Retarded Gelled Acid for High-Temperature Carbonate Reservoir Acidizing: Retardancy and Mechanism Study.

作者信息

Chen Weihua, Liu Pingli, Li Li, Wang Hancheng, Du Juan, Jia Yucheng, Chen Xiang, Gu Haoran

机构信息

Engineering Technology Research Institute, PetroChina Southwest Oil and Gas Field Company, Chengdu, Sichuan 610017, China.

State Key Laboratory of Oil and Gas Reservoir Geology and Exploitation, Southwest Petroleum University, Chengdu, Sichuan 610500, China.

出版信息

ACS Omega. 2025 Mar 18;10(12):12441-12452. doi: 10.1021/acsomega.4c11617. eCollection 2025 Apr 1.

DOI:10.1021/acsomega.4c11617
PMID:40191308
原文链接:https://pmc.ncbi.nlm.nih.gov/articles/PMC11966580/
Abstract

Carbonate reservoirs, characterized by deep burial, high temperatures, strong heterogeneity, and extensive fracturing, pose challenges for effective acidizing stimulation.

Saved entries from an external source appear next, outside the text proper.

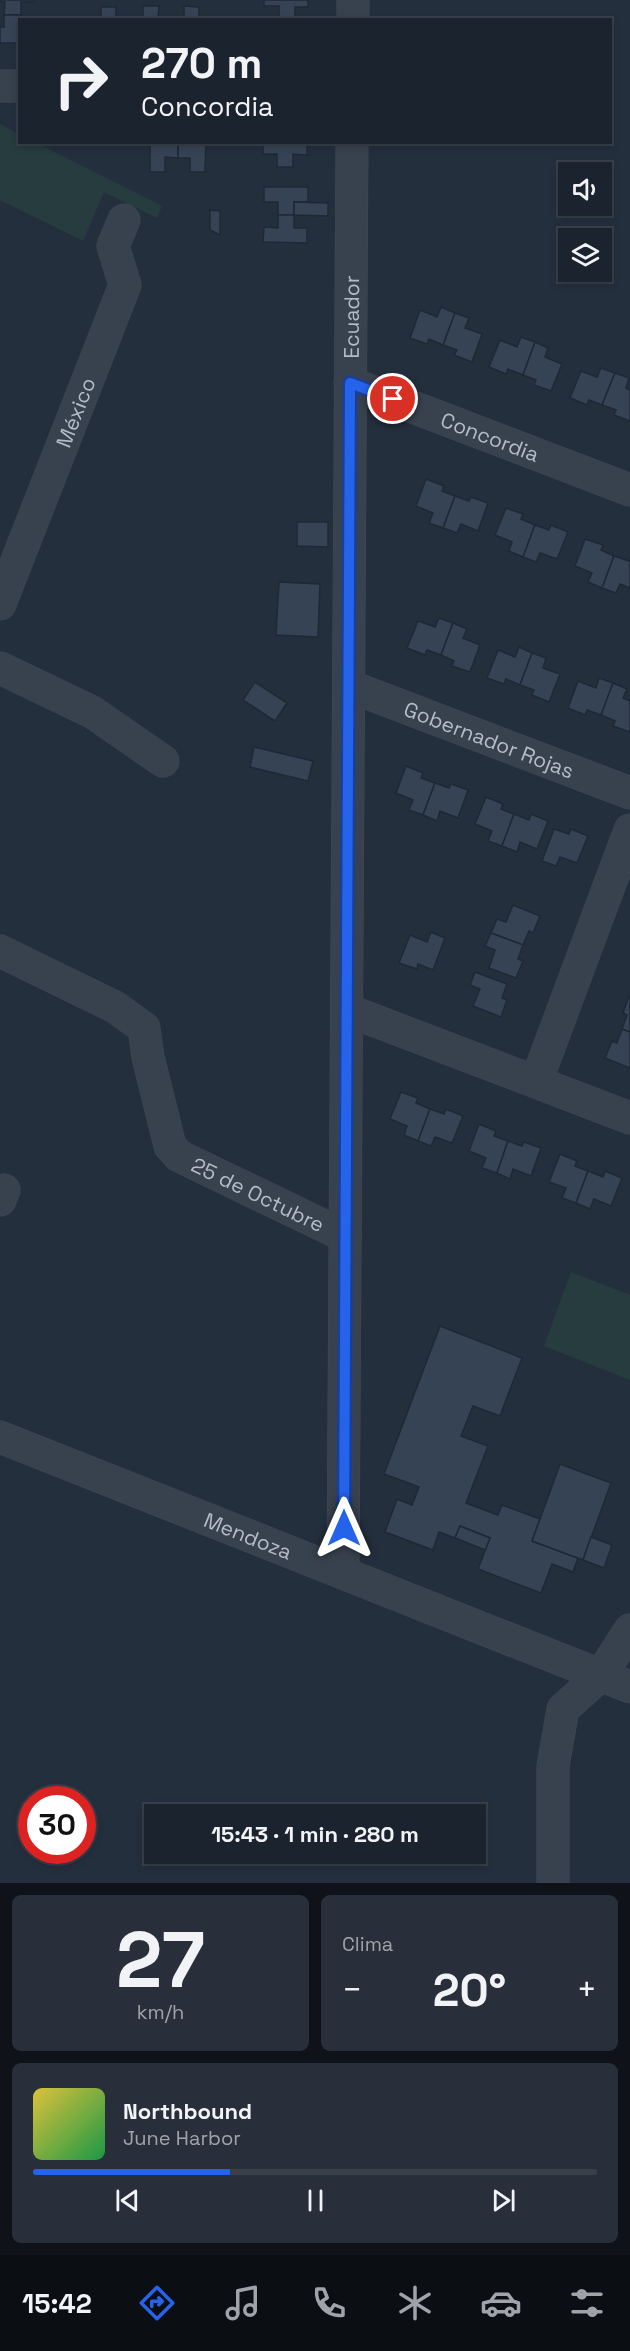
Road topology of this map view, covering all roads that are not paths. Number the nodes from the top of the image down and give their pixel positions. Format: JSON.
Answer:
{"nodes":[{"id":1,"x":353,"y":0,"type":"edge"},
{"id":2,"x":353,"y":18,"type":"edge"},
{"id":3,"x":0,"y":86,"type":"edge"},
{"id":4,"x":18,"y":86,"type":"edge"},
{"id":5,"x":352,"y":144,"type":"edge"},
{"id":6,"x":124,"y":220,"type":"dead end"},
{"id":7,"x":350,"y":383,"type":"junction"},
{"id":8,"x":630,"y":490,"type":"edge"},
{"id":9,"x":0,"y":604,"type":"edge"},
{"id":10,"x":0,"y":668,"type":"edge"},
{"id":11,"x":349,"y":686,"type":"junction"},
{"id":12,"x":164,"y":761,"type":"dead end"},
{"id":13,"x":630,"y":793,"type":"edge"},
{"id":14,"x":630,"y":830,"type":"edge"},
{"id":15,"x":0,"y":951,"type":"edge"},
{"id":16,"x":347,"y":1010,"type":"junction"},
{"id":17,"x":536,"y":1082,"type":"junction"},
{"id":18,"x":630,"y":1118,"type":"edge"},
{"id":19,"x":345,"y":1236,"type":"junction"},
{"id":20,"x":0,"y":1437,"type":"edge"},
{"id":21,"x":343,"y":1573,"type":"junction"},
{"id":22,"x":630,"y":1630,"type":"edge"},
{"id":23,"x":601,"y":1675,"type":"junction"},
{"id":24,"x":630,"y":1687,"type":"edge"},
{"id":25,"x":553,"y":1883,"type":"edge"}],
"edges":[{"from":1,"to":2,"type":"street"},
{"from":3,"to":4,"type":"street"},
{"from":5,"to":7,"type":"street","name":"Ecuador"},
{"from":6,"to":9,"type":"street","name":"México"},
{"from":7,"to":8,"type":"street","name":"Concordia"},
{"from":7,"to":11,"type":"street","name":"Ecuador"},
{"from":10,"to":12,"type":"street"},
{"from":11,"to":13,"type":"street","name":"Gobernador Rojas"},
{"from":11,"to":16,"type":"street","name":"Ecuador"},
{"from":14,"to":17,"type":"street"},
{"from":15,"to":19,"type":"street","name":"25 de Octubre"},
{"from":16,"to":17,"type":"street"},
{"from":16,"to":19,"type":"street","name":"Ecuador"},
{"from":17,"to":18,"type":"street"},
{"from":19,"to":21,"type":"street","name":"Ecuador"},
{"from":20,"to":21,"type":"street","name":"Mendoza"},
{"from":21,"to":23,"type":"street","name":"Mendoza"},
{"from":22,"to":23,"type":"street"},
{"from":23,"to":24,"type":"street","name":"Mendoza"},
{"from":23,"to":25,"type":"street"}]}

Gelled acid treatment offers a solution to issues such as severe acid fluid loss and limited penetration in high-temperature carbonate reservoirs. However, current gelled acids often lack sufficient temperature resistance, and the retardation effect of single gelled acids remains limited. In this study, a temperature-resistant gelled agent was synthesized using acrylamide (AM), methacryloyloxyethyl dimethyl octadecyl ammonium bromide (DM-18), dimethyl diallyl ammonium chloride (DMDAAC), and 2-acrylamido-2-methylpropanesulfonic acid (AMPS), achieving the designed molecular structure. Additionally, the zwitterionic surfactant dodecyl betaine (BS-12) was selected as a retardation synergist, forming a retarded gelled acid with excellent stimulation performance and effective rock etching. Static retardation rate tests and high-temperature, high-pressure acid-rock reaction kinetic experiments were conducted to compare the retardation effects of gelled acid and retarded gelled acid. The kinetics equations and activation energies for hydrochloric acid, gelled acid, and retarded gelled acid under varying temperatures and concentrations were determined. Results demonstrated that the retarded gelled acid exhibited superior retardation efficiency compared to single gelled acid, achieving a retardation rate exceeding 80% within 1 h. Its kinetic reaction rate and activation energy at high temperatures were lower than those of single gelled acid, highlighting its stability and effectiveness in high-temperature environments. Scanning electron microscopy and infrared spectroscopy analyses revealed the retardation mechanism: the polymer network hindered hydrogen ion transfer, while the adsorption film prevented direct contact between hydrogen ions and the rock surface.

摘要

碳酸盐岩储层具有埋藏深、温度高、非均质性强和裂缝发育等特点,给有效的酸化增产措施带来了挑战。胶凝酸处理为高温碳酸盐岩储层中酸液严重漏失和穿透有限等问题提供了解决方案。然而,目前的胶凝酸往往缺乏足够的耐温性,单一胶凝酸的缓速效果仍然有限。在本研究中,使用丙烯酰胺(AM)、甲基丙烯酰氧乙基二甲基十八烷基溴化铵(DM - 18)、二甲基二烯丙基氯化铵(DMDAAC)和2 - 丙烯酰胺基 - 2 - 甲基丙磺酸(AMPS)合成了一种耐温胶凝剂,实现了设计的分子结构。此外,选择两性离子表面活性剂十二烷基甜菜碱(BS - 12)作为缓速增效剂,形成了具有优异增产性能和有效刻蚀岩石能力的缓速胶凝酸。进行了静态缓速率测试以及高温高压酸岩反应动力学实验,以比较胶凝酸和缓速胶凝酸的缓速效果。确定了不同温度和浓度下盐酸、胶凝酸和缓速胶凝酸的动力学方程和活化能。结果表明,与单一胶凝酸相比,缓速胶凝酸表现出优异的缓速效率,在1小时内缓速率超过80%。其在高温下的动力学反应速率和活化能低于单一胶凝酸,突出了其在高温环境下的稳定性和有效性。扫描电子显微镜和红外光谱分析揭示了缓速机理:聚合物网络阻碍了氢离子传递,而吸附膜阻止了氢离子与岩石表面的直接接触。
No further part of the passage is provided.